Employers and employees need to be aware that when the employer pays over the guideline rate, the excess is taxable on the employee, and if under the rate, the employees are entitled to a tax rebate on the difference. Employers may take the view that they have some obligation to let the employee know what that difference is, but this is difficult without some level of automation.
Almost all ExpenSys customers currently pay a flat rate in respect of business mileage in a privately owned car.
VAT Recovery in respect of business mileage in a privately owned car.
Unlike Company Cars, VAT is not recoverable on the entire amount paid to the employee.
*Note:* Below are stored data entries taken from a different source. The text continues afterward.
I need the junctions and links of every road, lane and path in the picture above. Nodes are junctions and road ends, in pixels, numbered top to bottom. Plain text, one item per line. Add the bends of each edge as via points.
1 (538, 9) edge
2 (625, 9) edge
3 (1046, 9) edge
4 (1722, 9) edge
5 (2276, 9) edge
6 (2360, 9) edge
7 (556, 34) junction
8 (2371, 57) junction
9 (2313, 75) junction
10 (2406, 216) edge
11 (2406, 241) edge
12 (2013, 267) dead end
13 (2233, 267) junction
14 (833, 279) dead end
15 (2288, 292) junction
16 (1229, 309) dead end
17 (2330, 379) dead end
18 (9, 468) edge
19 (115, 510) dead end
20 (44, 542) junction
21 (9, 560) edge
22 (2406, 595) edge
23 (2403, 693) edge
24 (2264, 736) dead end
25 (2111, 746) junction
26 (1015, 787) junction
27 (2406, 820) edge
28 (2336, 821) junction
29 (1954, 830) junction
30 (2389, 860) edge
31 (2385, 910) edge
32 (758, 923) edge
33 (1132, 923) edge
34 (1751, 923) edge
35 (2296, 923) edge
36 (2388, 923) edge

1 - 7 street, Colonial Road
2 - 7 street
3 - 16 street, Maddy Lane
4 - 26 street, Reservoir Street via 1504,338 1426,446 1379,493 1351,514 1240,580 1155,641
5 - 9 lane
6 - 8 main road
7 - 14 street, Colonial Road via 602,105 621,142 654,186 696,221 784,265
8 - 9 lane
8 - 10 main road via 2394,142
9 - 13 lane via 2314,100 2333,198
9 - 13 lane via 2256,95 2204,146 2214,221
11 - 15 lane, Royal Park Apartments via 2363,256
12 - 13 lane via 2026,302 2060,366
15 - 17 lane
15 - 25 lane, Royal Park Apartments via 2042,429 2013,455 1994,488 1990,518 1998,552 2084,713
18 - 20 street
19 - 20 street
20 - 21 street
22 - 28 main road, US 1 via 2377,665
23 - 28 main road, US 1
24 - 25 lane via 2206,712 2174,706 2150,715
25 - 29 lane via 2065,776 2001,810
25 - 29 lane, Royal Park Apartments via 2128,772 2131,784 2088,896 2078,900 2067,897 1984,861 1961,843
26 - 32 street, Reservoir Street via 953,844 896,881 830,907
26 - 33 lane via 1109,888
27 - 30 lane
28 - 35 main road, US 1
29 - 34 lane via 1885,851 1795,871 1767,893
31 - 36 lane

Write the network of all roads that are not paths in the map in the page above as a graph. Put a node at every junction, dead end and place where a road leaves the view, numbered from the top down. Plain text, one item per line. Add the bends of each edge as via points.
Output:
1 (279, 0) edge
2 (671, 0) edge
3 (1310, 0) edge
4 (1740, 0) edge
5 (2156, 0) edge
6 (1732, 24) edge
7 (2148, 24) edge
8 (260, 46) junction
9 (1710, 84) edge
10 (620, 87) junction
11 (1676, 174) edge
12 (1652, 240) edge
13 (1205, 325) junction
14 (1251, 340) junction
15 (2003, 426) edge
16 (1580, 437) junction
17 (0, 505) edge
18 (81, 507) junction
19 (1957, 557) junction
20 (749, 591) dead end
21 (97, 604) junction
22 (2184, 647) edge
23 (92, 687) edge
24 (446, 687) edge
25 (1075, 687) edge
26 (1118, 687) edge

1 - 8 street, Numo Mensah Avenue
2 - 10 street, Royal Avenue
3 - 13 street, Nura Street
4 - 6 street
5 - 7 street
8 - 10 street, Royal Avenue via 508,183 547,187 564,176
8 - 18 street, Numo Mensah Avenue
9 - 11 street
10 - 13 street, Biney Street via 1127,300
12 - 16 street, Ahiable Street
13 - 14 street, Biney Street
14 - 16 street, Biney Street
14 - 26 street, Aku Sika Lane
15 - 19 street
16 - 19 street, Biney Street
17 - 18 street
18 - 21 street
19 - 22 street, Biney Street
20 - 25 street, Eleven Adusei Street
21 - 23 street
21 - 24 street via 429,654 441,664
Only the fuel element of the reimbursed amount is VAT recoverable.
Establishing the fuel element is complicated by the fact that the VAT recovery guidelines published by Customs & Excise (although now a department of HMRC) is at variance with the HMRC position on overall reimbursement. Guideline rates for VAT recovery continue to be published based on the fuel type and engine size of the vehicle even though it is accepted by HMRC that the details of the private vehicle in use for any given journey are difficult, if not impossible, for the employer to verify.
The compromise to this position is to apply an average value for the fuel element upon which the VAT may be calculated. This removes the need to verify the vehicle driven on every journey, and greatly simplifies both mileage capture and processing for employee and employer alike. Virtually all ExpenSys customers have adopted this method, although it is recommended that the amount of the fuel element is agreed with HMRC in advance.
This position has not to date been challenged by HMRC in customer VAT audits, and no ExpenSys customer has ever been obliged to pay tax related penalties with respect to this or indeed any of the methods described above.
Banded Rates for Privately Owned Cars
Mileage Rates according to Fuel Type and Engine Size may be supported for Private Cars, but requires the creation of individual Vehicle Schemes for each band, setting the amount of fuel element for each. However, maintaining this across a significant demographic will be onerous and is not recommended.
The standard Banded Rate method (as applied to Company cars or Car Allowance Schemes) cannot be used because, unlike the method described above, the VAT calculation is made on the entire amount, irrespective of the threshold, and would not therefore be compliant.
Home to Work Mileage
The journey from home to the employee’s ‘normal place of work’ is regarded as commuting and generally speaking cannot be reimbursed.
However, dispensations may be negotiated under a range of circumstances. For example: Home workers who do not commute but are sometimes required to attend at the employer’s place of business; Site workers who are governed by the number of times they attend at a given site and over a given period. There have been circumstances where ‘Home to Work’ mileage has been paid and taxed accordingly by arrangement. ExpenSys can configure a ‘switch’ on the mileage form designed to indicate that a journey has been made under such an arrangement, and appropriate data may subsequently be reported.
ExpenSys by default provides a declaration on each mileage claim under which the employee declares that the journey does not include ‘Home to Work’ mileage. A field may alternatively be provided to enable the employee to deduct ‘Home to Work’ mileage from the total mileage for the journey.